▸ **WORK ORDER**
Set down the listing below again, exactly as written.

▸ **RECORDS SHOWN**

● ● ● ● ●

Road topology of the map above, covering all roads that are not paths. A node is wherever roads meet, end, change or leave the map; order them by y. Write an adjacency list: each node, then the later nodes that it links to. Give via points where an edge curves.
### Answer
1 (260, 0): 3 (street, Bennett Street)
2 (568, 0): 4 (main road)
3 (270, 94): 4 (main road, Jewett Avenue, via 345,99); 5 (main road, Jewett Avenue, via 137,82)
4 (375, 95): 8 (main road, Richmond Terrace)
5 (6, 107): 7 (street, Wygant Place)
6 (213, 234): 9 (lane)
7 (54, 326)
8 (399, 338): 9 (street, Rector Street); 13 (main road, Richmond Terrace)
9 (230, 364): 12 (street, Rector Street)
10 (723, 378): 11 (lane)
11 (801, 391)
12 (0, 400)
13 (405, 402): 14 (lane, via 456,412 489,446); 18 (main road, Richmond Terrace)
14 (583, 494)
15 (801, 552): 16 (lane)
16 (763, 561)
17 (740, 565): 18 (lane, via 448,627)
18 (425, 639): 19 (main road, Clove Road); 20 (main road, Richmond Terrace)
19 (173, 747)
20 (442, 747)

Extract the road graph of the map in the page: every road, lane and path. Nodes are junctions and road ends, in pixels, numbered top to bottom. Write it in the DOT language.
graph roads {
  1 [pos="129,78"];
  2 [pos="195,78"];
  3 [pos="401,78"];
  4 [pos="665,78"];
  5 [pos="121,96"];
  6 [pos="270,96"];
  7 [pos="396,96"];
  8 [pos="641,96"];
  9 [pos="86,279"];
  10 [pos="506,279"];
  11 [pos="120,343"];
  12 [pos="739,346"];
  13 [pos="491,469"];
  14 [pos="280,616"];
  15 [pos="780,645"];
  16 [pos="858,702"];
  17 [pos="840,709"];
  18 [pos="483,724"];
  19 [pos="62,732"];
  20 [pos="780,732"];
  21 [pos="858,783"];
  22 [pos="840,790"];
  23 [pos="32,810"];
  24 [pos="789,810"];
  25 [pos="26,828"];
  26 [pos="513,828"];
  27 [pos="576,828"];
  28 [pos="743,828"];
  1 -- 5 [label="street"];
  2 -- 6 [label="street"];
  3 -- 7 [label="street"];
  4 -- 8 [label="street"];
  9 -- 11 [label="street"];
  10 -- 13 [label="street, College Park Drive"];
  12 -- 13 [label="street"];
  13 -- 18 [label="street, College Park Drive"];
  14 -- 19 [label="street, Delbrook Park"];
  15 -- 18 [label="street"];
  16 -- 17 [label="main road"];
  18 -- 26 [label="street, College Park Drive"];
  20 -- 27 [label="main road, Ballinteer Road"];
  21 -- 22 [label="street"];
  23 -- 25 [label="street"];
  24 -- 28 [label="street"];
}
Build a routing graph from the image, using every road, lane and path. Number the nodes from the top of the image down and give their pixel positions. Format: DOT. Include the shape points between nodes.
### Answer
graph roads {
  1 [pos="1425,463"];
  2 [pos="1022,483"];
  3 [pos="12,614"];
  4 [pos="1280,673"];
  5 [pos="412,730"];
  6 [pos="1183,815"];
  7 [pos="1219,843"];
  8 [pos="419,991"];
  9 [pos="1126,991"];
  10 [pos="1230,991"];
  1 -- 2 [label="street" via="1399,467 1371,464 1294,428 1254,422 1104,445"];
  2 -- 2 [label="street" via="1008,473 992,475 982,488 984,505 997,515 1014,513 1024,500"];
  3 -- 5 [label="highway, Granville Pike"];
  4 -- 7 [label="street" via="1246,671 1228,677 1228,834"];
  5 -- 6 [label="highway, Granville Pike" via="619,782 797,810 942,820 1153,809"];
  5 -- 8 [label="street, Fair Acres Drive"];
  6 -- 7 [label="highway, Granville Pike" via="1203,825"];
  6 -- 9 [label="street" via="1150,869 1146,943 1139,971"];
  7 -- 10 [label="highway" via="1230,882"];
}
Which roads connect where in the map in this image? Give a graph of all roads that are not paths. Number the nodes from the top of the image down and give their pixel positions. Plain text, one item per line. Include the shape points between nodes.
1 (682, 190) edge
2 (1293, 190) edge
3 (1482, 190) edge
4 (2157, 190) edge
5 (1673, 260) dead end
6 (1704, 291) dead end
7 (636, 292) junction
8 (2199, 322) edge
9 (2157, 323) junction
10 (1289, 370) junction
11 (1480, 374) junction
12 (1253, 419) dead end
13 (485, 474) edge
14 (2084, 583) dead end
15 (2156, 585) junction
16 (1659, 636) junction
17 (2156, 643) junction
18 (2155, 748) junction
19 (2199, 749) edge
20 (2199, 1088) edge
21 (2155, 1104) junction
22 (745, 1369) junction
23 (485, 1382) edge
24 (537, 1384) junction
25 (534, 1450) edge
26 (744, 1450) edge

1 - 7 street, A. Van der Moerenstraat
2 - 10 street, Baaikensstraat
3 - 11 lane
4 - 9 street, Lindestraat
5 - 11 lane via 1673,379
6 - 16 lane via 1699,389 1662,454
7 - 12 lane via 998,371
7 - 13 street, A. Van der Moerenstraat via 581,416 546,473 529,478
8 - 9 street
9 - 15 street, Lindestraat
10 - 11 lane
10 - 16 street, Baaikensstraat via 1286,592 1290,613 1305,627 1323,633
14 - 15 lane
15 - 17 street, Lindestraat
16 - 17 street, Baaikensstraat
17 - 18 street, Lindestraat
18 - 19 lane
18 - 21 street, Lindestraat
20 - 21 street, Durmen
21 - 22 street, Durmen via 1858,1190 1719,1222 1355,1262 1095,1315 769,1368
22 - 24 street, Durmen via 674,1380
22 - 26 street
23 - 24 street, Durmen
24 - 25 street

● ● ● ● ●

▸ **TASK OUTPUT**
Road topology of the map above, covering all roads that are not paths. A node is wherever roads meet, end, change or leave the map; order them by y. Write an adjacency list: each node, then the later nodes that it links to. Give via points where an edge curves.
### Answer
1 (260, 0): 3 (street, Bennett Street)
2 (568, 0): 4 (main road)
3 (270, 94): 4 (main road, Jewett Avenue, via 345,99); 5 (main road, Jewett Avenue, via 137,82)
4 (375, 95): 8 (main road, Richmond Terrace)
5 (6, 107): 7 (street, Wygant Place)
6 (213, 234): 9 (lane)
7 (54, 326)
8 (399, 338): 9 (street, Rector Street); 13 (main road, Richmond Terrace)
9 (230, 364): 12 (street, Rector Street)
10 (723, 378): 11 (lane)
11 (801, 391)
12 (0, 400)
13 (405, 402): 14 (lane, via 456,412 489,446); 18 (main road, Richmond Terrace)
14 (583, 494)
15 (801, 552): 16 (lane)
16 (763, 561)
17 (740, 565): 18 (lane, via 448,627)
18 (425, 639): 19 (main road, Clove Road); 20 (main road, Richmond Terrace)
19 (173, 747)
20 (442, 747)

Extract the road graph of the map in the page: every road, lane and path. Nodes are junctions and road ends, in pixels, numbered top to bottom. Write it in the DOT language.
graph roads {
  1 [pos="129,78"];
  2 [pos="195,78"];
  3 [pos="401,78"];
  4 [pos="665,78"];
  5 [pos="121,96"];
  6 [pos="270,96"];
  7 [pos="396,96"];
  8 [pos="641,96"];
  9 [pos="86,279"];
  10 [pos="506,279"];
  11 [pos="120,343"];
  12 [pos="739,346"];
  13 [pos="491,469"];
  14 [pos="280,616"];
  15 [pos="780,645"];
  16 [pos="858,702"];
  17 [pos="840,709"];
  18 [pos="483,724"];
  19 [pos="62,732"];
  20 [pos="780,732"];
  21 [pos="858,783"];
  22 [pos="840,790"];
  23 [pos="32,810"];
  24 [pos="789,810"];
  25 [pos="26,828"];
  26 [pos="513,828"];
  27 [pos="576,828"];
  28 [pos="743,828"];
  1 -- 5 [label="street"];
  2 -- 6 [label="street"];
  3 -- 7 [label="street"];
  4 -- 8 [label="street"];
  9 -- 11 [label="street"];
  10 -- 13 [label="street, College Park Drive"];
  12 -- 13 [label="street"];
  13 -- 18 [label="street, College Park Drive"];
  14 -- 19 [label="street, Delbrook Park"];
  15 -- 18 [label="street"];
  16 -- 17 [label="main road"];
  18 -- 26 [label="street, College Park Drive"];
  20 -- 27 [label="main road, Ballinteer Road"];
  21 -- 22 [label="street"];
  23 -- 25 [label="street"];
  24 -- 28 [label="street"];
}
Build a routing graph from the image, using every road, lane and path. Number the nodes from the top of the image down and give their pixel positions. Format: DOT. Include the shape points between nodes.
### Answer
graph roads {
  1 [pos="1425,463"];
  2 [pos="1022,483"];
  3 [pos="12,614"];
  4 [pos="1280,673"];
  5 [pos="412,730"];
  6 [pos="1183,815"];
  7 [pos="1219,843"];
  8 [pos="419,991"];
  9 [pos="1126,991"];
  10 [pos="1230,991"];
  1 -- 2 [label="street" via="1399,467 1371,464 1294,428 1254,422 1104,445"];
  2 -- 2 [label="street" via="1008,473 992,475 982,488 984,505 997,515 1014,513 1024,500"];
  3 -- 5 [label="highway, Granville Pike"];
  4 -- 7 [label="street" via="1246,671 1228,677 1228,834"];
  5 -- 6 [label="highway, Granville Pike" via="619,782 797,810 942,820 1153,809"];
  5 -- 8 [label="street, Fair Acres Drive"];
  6 -- 7 [label="highway, Granville Pike" via="1203,825"];
  6 -- 9 [label="street" via="1150,869 1146,943 1139,971"];
  7 -- 10 [label="highway" via="1230,882"];
}
Which roads connect where in the map in this image? Give a graph of all roads that are not paths. Number the nodes from the top of the image down and give their pixel positions. Plain text, one item per line. Include the shape points between nodes.
1 (682, 190) edge
2 (1293, 190) edge
3 (1482, 190) edge
4 (2157, 190) edge
5 (1673, 260) dead end
6 (1704, 291) dead end
7 (636, 292) junction
8 (2199, 322) edge
9 (2157, 323) junction
10 (1289, 370) junction
11 (1480, 374) junction
12 (1253, 419) dead end
13 (485, 474) edge
14 (2084, 583) dead end
15 (2156, 585) junction
16 (1659, 636) junction
17 (2156, 643) junction
18 (2155, 748) junction
19 (2199, 749) edge
20 (2199, 1088) edge
21 (2155, 1104) junction
22 (745, 1369) junction
23 (485, 1382) edge
24 (537, 1384) junction
25 (534, 1450) edge
26 (744, 1450) edge

1 - 7 street, A. Van der Moerenstraat
2 - 10 street, Baaikensstraat
3 - 11 lane
4 - 9 street, Lindestraat
5 - 11 lane via 1673,379
6 - 16 lane via 1699,389 1662,454
7 - 12 lane via 998,371
7 - 13 street, A. Van der Moerenstraat via 581,416 546,473 529,478
8 - 9 street
9 - 15 street, Lindestraat
10 - 11 lane
10 - 16 street, Baaikensstraat via 1286,592 1290,613 1305,627 1323,633
14 - 15 lane
15 - 17 street, Lindestraat
16 - 17 street, Baaikensstraat
17 - 18 street, Lindestraat
18 - 19 lane
18 - 21 street, Lindestraat
20 - 21 street, Durmen
21 - 22 street, Durmen via 1858,1190 1719,1222 1355,1262 1095,1315 769,1368
22 - 24 street, Durmen via 674,1380
22 - 26 street
23 - 24 street, Durmen
24 - 25 street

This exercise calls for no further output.